*Collected data entries*:
________________________

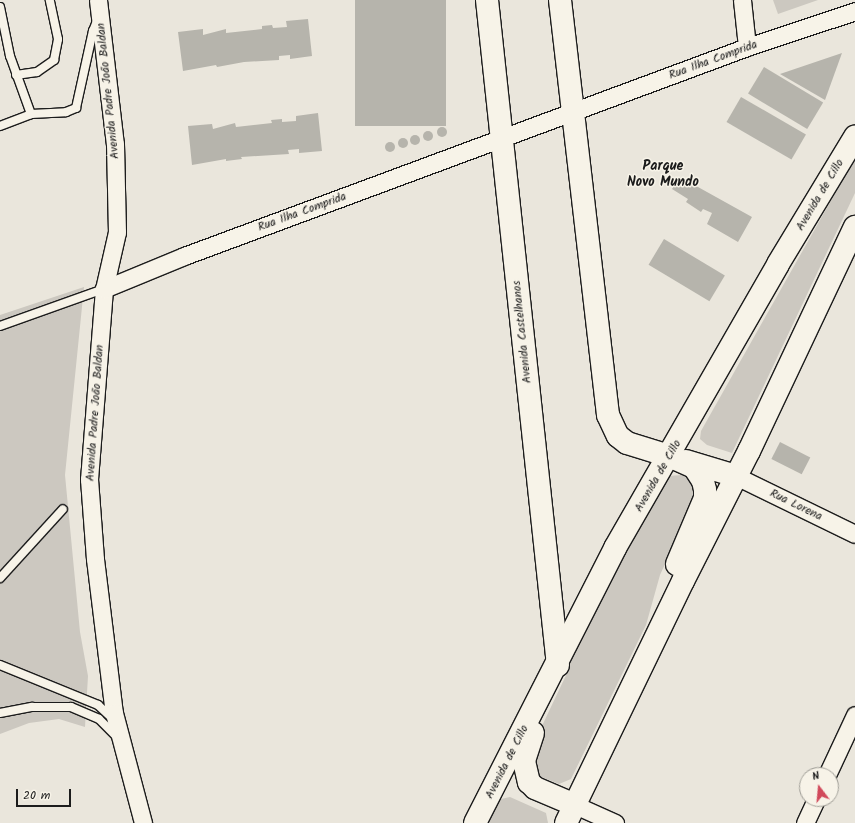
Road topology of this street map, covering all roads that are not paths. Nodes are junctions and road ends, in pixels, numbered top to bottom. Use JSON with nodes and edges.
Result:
{"nodes":[{"id":1,"x":50,"y":0,"type":"edge"},
{"id":2,"x":487,"y":0,"type":"edge"},
{"id":3,"x":560,"y":0,"type":"edge"},
{"id":4,"x":742,"y":0,"type":"edge"},
{"id":5,"x":0,"y":7,"type":"edge"},
{"id":6,"x":99,"y":8,"type":"edge"},
{"id":7,"x":855,"y":12,"type":"edge"},
{"id":8,"x":748,"y":46,"type":"junction"},
{"id":9,"x":16,"y":75,"type":"junction"},
{"id":10,"x":573,"y":112,"type":"junction"},
{"id":11,"x":31,"y":114,"type":"junction"},
{"id":12,"x":0,"y":126,"type":"edge"},
{"id":13,"x":855,"y":137,"type":"edge"},
{"id":14,"x":501,"y":138,"type":"junction"},
{"id":15,"x":855,"y":227,"type":"edge"},
{"id":16,"x":104,"y":289,"type":"junction"},
{"id":17,"x":0,"y":326,"type":"edge"},
{"id":18,"x":676,"y":458,"type":"junction"},
{"id":19,"x":736,"y":476,"type":"junction"},
{"id":20,"x":64,"y":509,"type":"dead end"},
{"id":21,"x":855,"y":534,"type":"edge"},
{"id":22,"x":0,"y":578,"type":"edge"},
{"id":23,"x":655,"y":638,"type":"junction"},
{"id":24,"x":0,"y":665,"type":"edge"},
{"id":25,"x":558,"y":665,"type":"junction"},
{"id":26,"x":0,"y":713,"type":"edge"},
{"id":27,"x":855,"y":715,"type":"edge"},
{"id":28,"x":116,"y":723,"type":"junction"},
{"id":29,"x":122,"y":742,"type":"junction"},
{"id":30,"x":831,"y":767,"type":"edge"},
{"id":31,"x":812,"y":807,"type":"edge"},
{"id":32,"x":571,"y":814,"type":"edge"},
{"id":33,"x":143,"y":823,"type":"edge"},
{"id":34,"x":476,"y":823,"type":"edge"},
{"id":35,"x":615,"y":823,"type":"edge"},
{"id":36,"x":804,"y":823,"type":"edge"}],
"edges":[{"from":1,"to":9,"type":"lane"},
{"from":2,"to":14,"type":"main road","name":"Avenida Castelhanos"},
{"from":3,"to":10,"type":"main road"},
{"from":4,"to":8,"type":"street"},
{"from":5,"to":9,"type":"lane"},
{"from":6,"to":11,"type":"lane"},
{"from":6,"to":16,"type":"street","name":"Avenida Padre João Baldan"},
{"from":7,"to":8,"type":"street","name":"Rua Ilha Comprida"},
{"from":8,"to":10,"type":"street","name":"Rua Ilha Comprida"},
{"from":9,"to":11,"type":"lane"},
{"from":10,"to":14,"type":"street","name":"Rua Ilha Comprida"},
{"from":10,"to":18,"type":"main road"},
{"from":11,"to":12,"type":"lane"},
{"from":13,"to":18,"type":"main road","name":"Avenida de Cillo"},
{"from":14,"to":16,"type":"street","name":"Rua Ilha Comprida"},
{"from":14,"to":25,"type":"main road","name":"Avenida Castelhanos"},
{"from":15,"to":19,"type":"main road"},
{"from":16,"to":17,"type":"lane"},
{"from":16,"to":28,"type":"street","name":"Avenida Padre João Baldan"},
{"from":18,"to":19,"type":"main road"},
{"from":18,"to":23,"type":"main road"},
{"from":18,"to":25,"type":"main road","name":"Avenida de Cillo"},
{"from":19,"to":21,"type":"street","name":"Rua Lorena"},
{"from":19,"to":23,"type":"main road"},
{"from":20,"to":22,"type":"lane"},
{"from":23,"to":32,"type":"main road"},
{"from":24,"to":28,"type":"lane"},
{"from":25,"to":32,"type":"main road"},
{"from":25,"to":34,"type":"main road","name":"Avenida de Cillo"},
{"from":26,"to":29,"type":"lane"},
{"from":27,"to":30,"type":"street"},
{"from":28,"to":29,"type":"street","name":"Avenida Padre João Baldan"},
{"from":29,"to":33,"type":"street","name":"Avenida Padre João Baldan"},
{"from":31,"to":36,"type":"street"},
{"from":32,"to":35,"type":"street"}]}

________________________

*Activity*: The copy should hold every entry above word for word and none of the pictures.

*Written solution*:
Road topology of this street map, covering all roads that are not paths. Nodes are junctions and road ends, in pixels, numbered top to bottom. Use JSON with nodes and edges.
Result:
{"nodes":[{"id":1,"x":50,"y":0,"type":"edge"},
{"id":2,"x":487,"y":0,"type":"edge"},
{"id":3,"x":560,"y":0,"type":"edge"},
{"id":4,"x":742,"y":0,"type":"edge"},
{"id":5,"x":0,"y":7,"type":"edge"},
{"id":6,"x":99,"y":8,"type":"edge"},
{"id":7,"x":855,"y":12,"type":"edge"},
{"id":8,"x":748,"y":46,"type":"junction"},
{"id":9,"x":16,"y":75,"type":"junction"},
{"id":10,"x":573,"y":112,"type":"junction"},
{"id":11,"x":31,"y":114,"type":"junction"},
{"id":12,"x":0,"y":126,"type":"edge"},
{"id":13,"x":855,"y":137,"type":"edge"},
{"id":14,"x":501,"y":138,"type":"junction"},
{"id":15,"x":855,"y":227,"type":"edge"},
{"id":16,"x":104,"y":289,"type":"junction"},
{"id":17,"x":0,"y":326,"type":"edge"},
{"id":18,"x":676,"y":458,"type":"junction"},
{"id":19,"x":736,"y":476,"type":"junction"},
{"id":20,"x":64,"y":509,"type":"dead end"},
{"id":21,"x":855,"y":534,"type":"edge"},
{"id":22,"x":0,"y":578,"type":"edge"},
{"id":23,"x":655,"y":638,"type":"junction"},
{"id":24,"x":0,"y":665,"type":"edge"},
{"id":25,"x":558,"y":665,"type":"junction"},
{"id":26,"x":0,"y":713,"type":"edge"},
{"id":27,"x":855,"y":715,"type":"edge"},
{"id":28,"x":116,"y":723,"type":"junction"},
{"id":29,"x":122,"y":742,"type":"junction"},
{"id":30,"x":831,"y":767,"type":"edge"},
{"id":31,"x":812,"y":807,"type":"edge"},
{"id":32,"x":571,"y":814,"type":"edge"},
{"id":33,"x":143,"y":823,"type":"edge"},
{"id":34,"x":476,"y":823,"type":"edge"},
{"id":35,"x":615,"y":823,"type":"edge"},
{"id":36,"x":804,"y":823,"type":"edge"}],
"edges":[{"from":1,"to":9,"type":"lane"},
{"from":2,"to":14,"type":"main road","name":"Avenida Castelhanos"},
{"from":3,"to":10,"type":"main road"},
{"from":4,"to":8,"type":"street"},
{"from":5,"to":9,"type":"lane"},
{"from":6,"to":11,"type":"lane"},
{"from":6,"to":16,"type":"street","name":"Avenida Padre João Baldan"},
{"from":7,"to":8,"type":"street","name":"Rua Ilha Comprida"},
{"from":8,"to":10,"type":"street","name":"Rua Ilha Comprida"},
{"from":9,"to":11,"type":"lane"},
{"from":10,"to":14,"type":"street","name":"Rua Ilha Comprida"},
{"from":10,"to":18,"type":"main road"},
{"from":11,"to":12,"type":"lane"},
{"from":13,"to":18,"type":"main road","name":"Avenida de Cillo"},
{"from":14,"to":16,"type":"street","name":"Rua Ilha Comprida"},
{"from":14,"to":25,"type":"main road","name":"Avenida Castelhanos"},
{"from":15,"to":19,"type":"main road"},
{"from":16,"to":17,"type":"lane"},
{"from":16,"to":28,"type":"street","name":"Avenida Padre João Baldan"},
{"from":18,"to":19,"type":"main road"},
{"from":18,"to":23,"type":"main road"},
{"from":18,"to":25,"type":"main road","name":"Avenida de Cillo"},
{"from":19,"to":21,"type":"street","name":"Rua Lorena"},
{"from":19,"to":23,"type":"main road"},
{"from":20,"to":22,"type":"lane"},
{"from":23,"to":32,"type":"main road"},
{"from":24,"to":28,"type":"lane"},
{"from":25,"to":32,"type":"main road"},
{"from":25,"to":34,"type":"main road","name":"Avenida de Cillo"},
{"from":26,"to":29,"type":"lane"},
{"from":27,"to":30,"type":"street"},
{"from":28,"to":29,"type":"street","name":"Avenida Padre João Baldan"},
{"from":29,"to":33,"type":"street","name":"Avenida Padre João Baldan"},
{"from":31,"to":36,"type":"street"},
{"from":32,"to":35,"type":"street"}]}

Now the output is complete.